Alicia Morgans: Great. Thank you. And, Dan, what would your message be?

Daniel Barocas: I guess what I would say is that the shared decision-making process is really important, and the data that we've produced here helps to inform that process. The details here are things that we can individualize and we can generalize, but I think it's important to deliver the information to the patients and important for the providers to understand it so they can explain it well and give patients reasonable expectations about their future function.

Some of the other analyses that we've done in the CEASAR dataset show that a certain proportion, 10, 15 percent or so, actually regret their treatment choice afterward. And a lot of that is driven by this difference between expectations and real outcomes. And so, to the extent that we can provide better information at the outset, we hope to reduce that kind of decision regret.

Bashir Al Hussein Al Awamlh: Yeah. I'd like to add just one point. It's an important study we also did using the 10-year data, or the patients who participated in it. It was a qualitative analysis actually. And when we looked at patients and interviewed them, one of the important themes that came out from this analysis is that patients would advise other patients or other providers to have important baseline information, set the expectations right. And I think that's so important, I think, like Dr. Barocas said. So, we hope this data will help set the expectations right and we would like to implement it so it's personalized. So that it comes in handy actually, not just stay in general.

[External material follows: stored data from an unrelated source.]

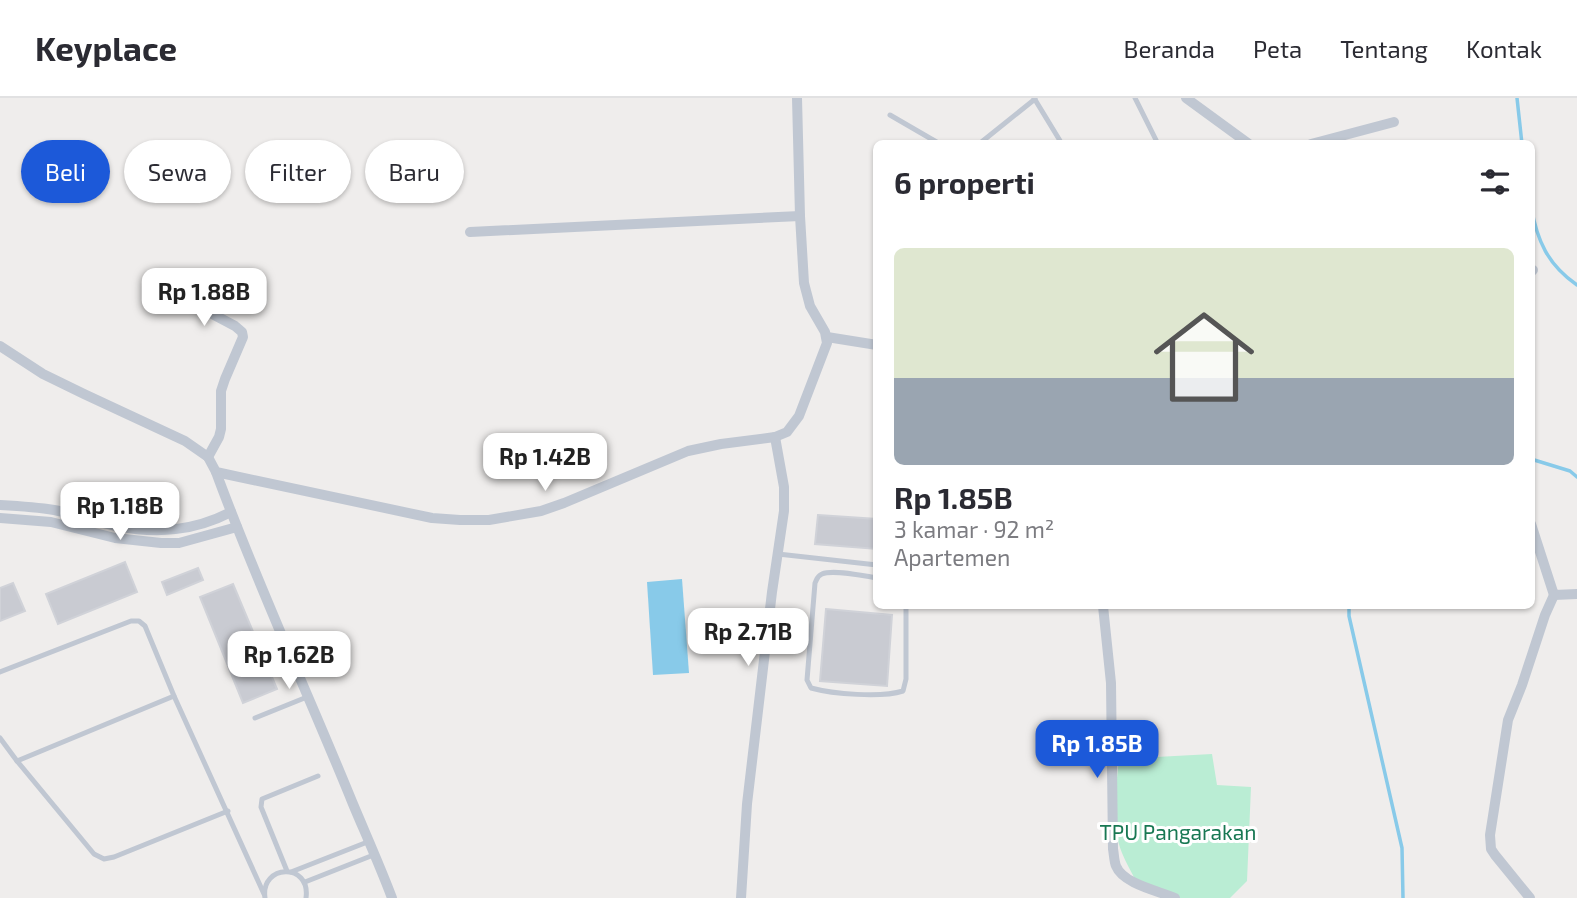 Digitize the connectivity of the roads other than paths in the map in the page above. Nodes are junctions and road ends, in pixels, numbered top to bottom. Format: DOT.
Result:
graph roads {
  1 [pos="797,98"];
  2 [pos="1035,98"];
  3 [pos="1135,98"];
  4 [pos="1186,98"];
  5 [pos="890,115"];
  6 [pos="1394,122"];
  7 [pos="933,140"];
  8 [pos="984,140"];
  9 [pos="1060,140"];
  10 [pos="1156,140"];
  11 [pos="1244,140"];
  12 [pos="1326,140"];
  13 [pos="800,216"];
  14 [pos="470,232"];
  15 [pos="186,300"];
  16 [pos="827,337"];
  17 [pos="873,344"];
  18 [pos="0,346"];
  19 [pos="775,438"];
  20 [pos="208,457"];
  21 [pos="216,472"];
  22 [pos="0,505"];
  23 [pos="53,510"];
  24 [pos="231,512"];
  25 [pos="0,518"];
  26 [pos="51,522"];
  27 [pos="237,527"];
  28 [pos="1535,537"];
  29 [pos="778,554"];
  30 [pos="873,565"];
  31 [pos="873,577"];
  32 [pos="1577,594"];
  33 [pos="1554,595"];
  34 [pos="906,609"];
  35 [pos="1103,609"];
  36 [pos="0,672"];
  37 [pos="174,696"];
  38 [pos="309,696"];
  39 [pos="255,718"];
  40 [pos="0,738"];
  41 [pos="18,761"];
  42 [pos="318,776"];
  43 [pos="228,811"];
  44 [pos="370,841"];
  45 [pos="376,855"];
  46 [pos="289,871"];
  47 [pos="305,882"];
  48 [pos="265,896"];
  49 [pos="306,898"];
  50 [pos="392,898"];
  51 [pos="741,898"];
  52 [pos="1175,898"];
  53 [pos="1530,898"];
  1 -- 13 [label="street"];
  2 -- 8 [label="lane"];
  2 -- 9 [label="lane"];
  3 -- 10 [label="lane"];
  4 -- 11 [label="street"];
  5 -- 7 [label="lane"];
  6 -- 12 [label="street"];
  13 -- 14 [label="street"];
  13 -- 16 [label="street"];
  15 -- 20 [label="street"];
  16 -- 17 [label="street"];
  16 -- 19 [label="street"];
  18 -- 20 [label="street"];
  19 -- 21 [label="street"];
  19 -- 29 [label="street"];
  20 -- 21 [label="street"];
  21 -- 24 [label="street"];
  22 -- 23 [label="street"];
  23 -- 24 [label="street"];
  23 -- 26 [label="street"];
  24 -- 27 [label="street"];
  25 -- 26 [label="street"];
  26 -- 27 [label="street"];
  27 -- 38 [label="street"];
  28 -- 33 [label="street"];
  29 -- 30 [label="lane"];
  29 -- 51 [label="street"];
  31 -- 34 [label="lane"];
  32 -- 33 [label="street"];
  33 -- 53 [label="street"];
  35 -- 52 [label="street"];
  36 -- 37 [label="lane"];
  37 -- 41 [label="lane"];
  37 -- 43 [label="lane"];
  38 -- 39 [label="lane"];
  38 -- 44 [label="street"];
  40 -- 41 [label="lane"];
  41 -- 43 [label="lane"];
  42 -- 46 [label="lane"];
  43 -- 48 [label="lane"];
  44 -- 45 [label="street"];
  44 -- 46 [label="lane"];
  45 -- 47 [label="lane"];
  45 -- 50 [label="street"];
  46 -- 47 [label="lane"];
  46 -- 48 [label="lane"];
  47 -- 49 [label="lane"];
} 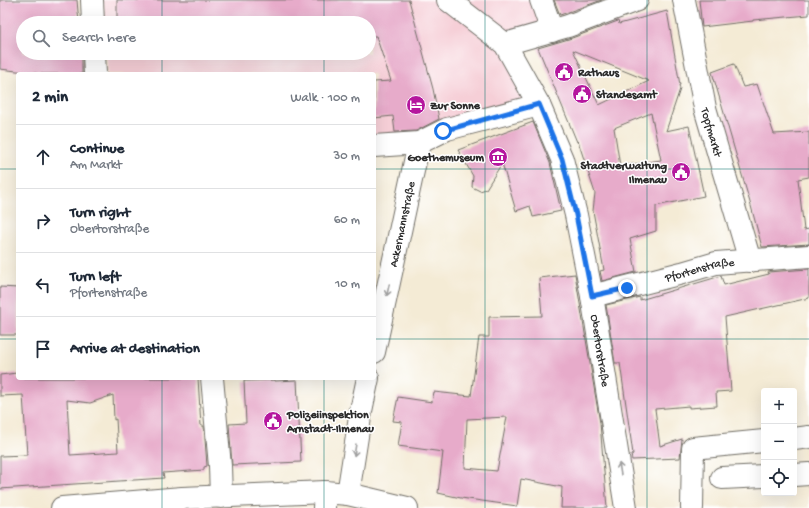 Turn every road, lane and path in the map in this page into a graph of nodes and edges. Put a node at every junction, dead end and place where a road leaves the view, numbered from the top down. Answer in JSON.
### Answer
{"nodes":[{"id":1,"x":92,"y":0,"type":"edge"},
{"id":2,"x":448,"y":0,"type":"edge"},
{"id":3,"x":541,"y":0,"type":"edge"},
{"id":4,"x":637,"y":0,"type":"edge"},
{"id":5,"x":684,"y":0,"type":"edge"},
{"id":6,"x":93,"y":16,"type":"edge"},
{"id":7,"x":552,"y":31,"type":"junction"},
{"id":8,"x":505,"y":44,"type":"junction"},
{"id":9,"x":94,"y":60,"type":"edge"},
{"id":10,"x":95,"y":72,"type":"edge"},
{"id":11,"x":539,"y":104,"type":"junction"},
{"id":12,"x":419,"y":143,"type":"junction"},
{"id":13,"x":376,"y":146,"type":"edge"},
{"id":14,"x":809,"y":256,"type":"edge"},
{"id":15,"x":750,"y":261,"type":"junction"},
{"id":16,"x":592,"y":296,"type":"junction"},
{"id":17,"x":376,"y":343,"type":"edge"},
{"id":18,"x":212,"y":380,"type":"edge"},
{"id":19,"x":368,"y":380,"type":"edge"},
{"id":20,"x":809,"y":437,"type":"edge"},
{"id":21,"x":797,"y":439,"type":"edge"},
{"id":22,"x":761,"y":441,"type":"edge"},
{"id":23,"x":809,"y":474,"type":"edge"},
{"id":24,"x":797,"y":475,"type":"edge"},
{"id":25,"x":761,"y":476,"type":"edge"},
{"id":26,"x":722,"y":478,"type":"dead end"},
{"id":27,"x":348,"y":494,"type":"junction"},
{"id":28,"x":221,"y":497,"type":"junction"},
{"id":29,"x":325,"y":500,"type":"edge"},
{"id":30,"x":62,"y":508,"type":"edge"},
{"id":31,"x":408,"y":508,"type":"edge"},
{"id":32,"x":626,"y":508,"type":"edge"},
{"id":33,"x":692,"y":508,"type":"edge"}],
"edges":[{"from":1,"to":6,"type":"street"},
{"from":2,"to":8,"type":"street"},
{"from":3,"to":7,"type":"street"},
{"from":4,"to":7,"type":"street"},
{"from":5,"to":15,"type":"street","name":"Topfmarkt"},
{"from":7,"to":8,"type":"street"},
{"from":8,"to":11,"type":"street","name":"Obertorstraße"},
{"from":9,"to":10,"type":"street"},
{"from":11,"to":12,"type":"street"},
{"from":11,"to":16,"type":"street","name":"Obertorstraße"},
{"from":12,"to":13,"type":"street"},
{"from":12,"to":17,"type":"street","name":"Ackermannstraße","one_way":true},
{"from":14,"to":15,"type":"street","name":"Pfortenstraße"},
{"from":15,"to":16,"type":"street","name":"Pfortenstraße"},
{"from":32,"to":16,"type":"street","name":"Obertorstraße","one_way":true},
{"from":18,"to":28,"type":"street"},
{"from":19,"to":27,"type":"street","one_way":true},
{"from":20,"to":21,"type":"street"},
{"from":22,"to":33,"type":"street"},
{"from":23,"to":24,"type":"street"},
{"from":25,"to":26,"type":"street"},
{"from":27,"to":29,"type":"street"},
{"from":27,"to":31,"type":"street"},
{"from":28,"to":29,"type":"street"},
{"from":28,"to":30,"type":"street"}]} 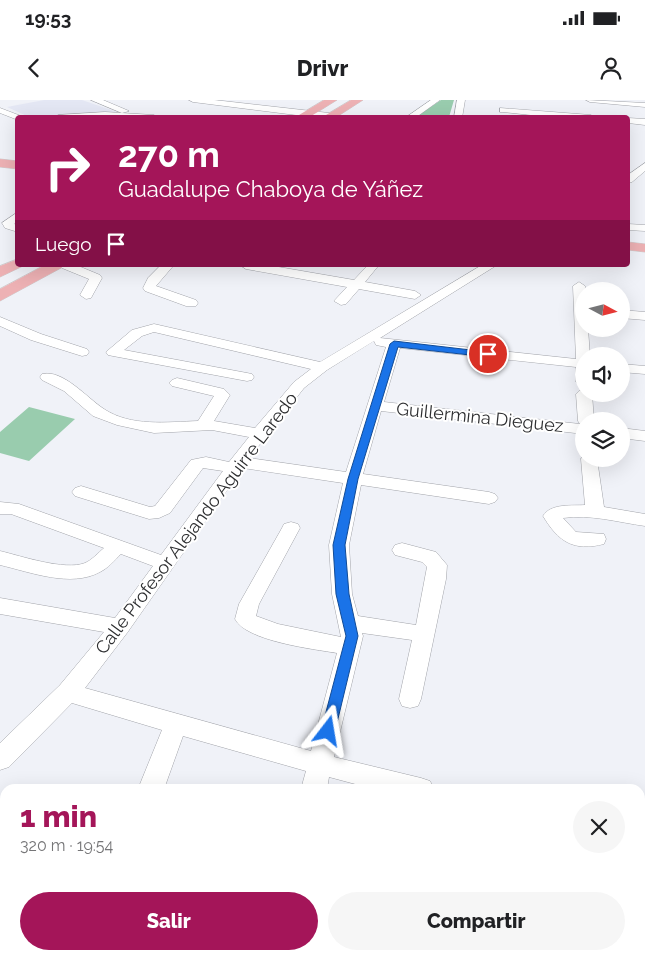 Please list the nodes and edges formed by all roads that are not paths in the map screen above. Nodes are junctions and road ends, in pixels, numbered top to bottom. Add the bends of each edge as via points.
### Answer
1 (95, 100) edge
2 (193, 100) edge
3 (332, 100) edge
4 (358, 100) edge
5 (436, 100) edge
6 (461, 100) edge
7 (590, 100) edge
8 (598, 101) edge
9 (260, 102) edge
10 (645, 104) edge
11 (0, 110) edge
12 (503, 110) dead end
13 (135, 115) edge
14 (303, 115) edge
15 (331, 115) edge
16 (414, 115) edge
17 (458, 115) edge
18 (524, 115) edge
19 (593, 115) edge
20 (15, 121) edge
21 (630, 121) edge
22 (643, 122) edge
23 (645, 133) edge
24 (0, 163) edge
25 (15, 165) edge
26 (630, 168) edge
27 (643, 168) edge
28 (630, 178) edge
29 (15, 217) edge
30 (630, 227) edge
31 (15, 228) edge
32 (645, 228) edge
33 (630, 246) edge
34 (645, 248) edge
35 (15, 264) edge
36 (52, 267) edge
37 (71, 267) edge
38 (166, 267) edge
39 (260, 267) edge
40 (373, 267) edge
41 (487, 267) edge
42 (0, 272) edge
43 (355, 284) junction
44 (86, 295) dead end
45 (415, 295) dead end
46 (0, 296) edge
47 (341, 301) dead end
48 (191, 303) dead end
49 (630, 315) edge
50 (645, 316) edge
51 (0, 321) edge
52 (367, 340) junction
53 (394, 344) junction
54 (82, 352) dead end
55 (575, 363) edge
56 (322, 367) junction
57 (630, 369) edge
58 (645, 370) edge
59 (47, 377) dead end
60 (247, 377) dead end
61 (177, 383) dead end
62 (376, 406) junction
63 (203, 425) junction
64 (575, 427) edge
65 (259, 434) junction
66 (630, 434) edge
67 (645, 436) edge
68 (235, 465) junction
69 (591, 467) edge
70 (353, 479) junction
71 (81, 492) dead end
72 (489, 498) dead end
73 (0, 508) edge
74 (595, 510) junction
75 (645, 520) edge
76 (291, 528) dead end
77 (597, 539) dead end
78 (117, 546) junction
79 (402, 550) dead end
80 (0, 558) edge
81 (164, 563) junction
82 (0, 606) edge
83 (120, 627) junction
84 (351, 636) junction
85 (422, 640) junction
86 (68, 692) junction
87 (410, 699) dead end
88 (176, 725) junction
89 (0, 759) edge
90 (320, 765) junction
91 (152, 784) edge
92 (315, 784) edge
93 (400, 784) edge

1 - 13 street
2 - 9 street
3 - 14 main road
4 - 15 main road
5 - 16 street
6 - 17 street
7 - 8 street
8 - 10 street
8 - 19 street
9 - 14 street
11 - 20 street
12 - 18 street
21 - 22 street
22 - 23 street
24 - 25 main road
26 - 27 street
27 - 28 street
29 - 31 street via 8,223
30 - 32 street
33 - 34 main road
35 - 42 main road
36 - 46 main road
37 - 44 street via 96,278
38 - 48 street via 149,285 150,288
39 - 43 street
40 - 43 street
41 - 52 street, Calle Profesor Alejando Aguirre Laredo
43 - 45 street
43 - 47 street
49 - 50 street
51 - 54 street
52 - 53 street
52 - 56 street, Calle Profesor Alejando Aguirre Laredo
53 - 55 street
53 - 62 street
56 - 60 street via 154,328 142,329 112,352
56 - 65 street, Calle Profesor Alejando Aguirre Laredo via 299,385
57 - 58 street
59 - 63 street via 69,388 99,413 123,422 154,428
61 - 63 street via 222,395
62 - 64 street, Guillermina Dieguez
62 - 70 street
63 - 65 street
65 - 68 street, Calle Profesor Alejando Aguirre Laredo
66 - 67 street
68 - 70 street
68 - 71 street via 197,464 159,512 149,513
68 - 81 street, Calle Profesor Alejando Aguirre Laredo
69 - 74 street
70 - 72 street
70 - 84 street via 339,545 342,594
73 - 78 street via 13,508
74 - 75 street via 602,514
74 - 77 street via 561,510 552,516 562,532 582,541
76 - 84 street via 248,604 245,619 250,624 265,628
78 - 80 street via 95,566 79,571
78 - 81 street
79 - 85 street via 429,557 437,565
81 - 83 street, Calle Profesor Alejando Aguirre Laredo
82 - 83 street
83 - 86 street, Calle Profesor Alejando Aguirre Laredo
84 - 85 street
84 - 90 street
85 - 87 street
86 - 88 street
86 - 89 street, Calle Profesor Alejando Aguirre Laredo
88 - 90 street
88 - 91 street
90 - 92 street
90 - 93 street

Alicia Morgans: Well, that is wonderful, and I commend you and the team for doing this work. I think it's so important that this kind of work informs what patients may expect, as they can go through these treatments and try to live their lives as normally as possible on the other side.

So, thank you so much for your time and expertise today.

Daniel Barocas: Thank you, Alicia. It was really nice talking with you.

Bashir Al Hussein Al Awamlh: Thank you so much for having us. It was great.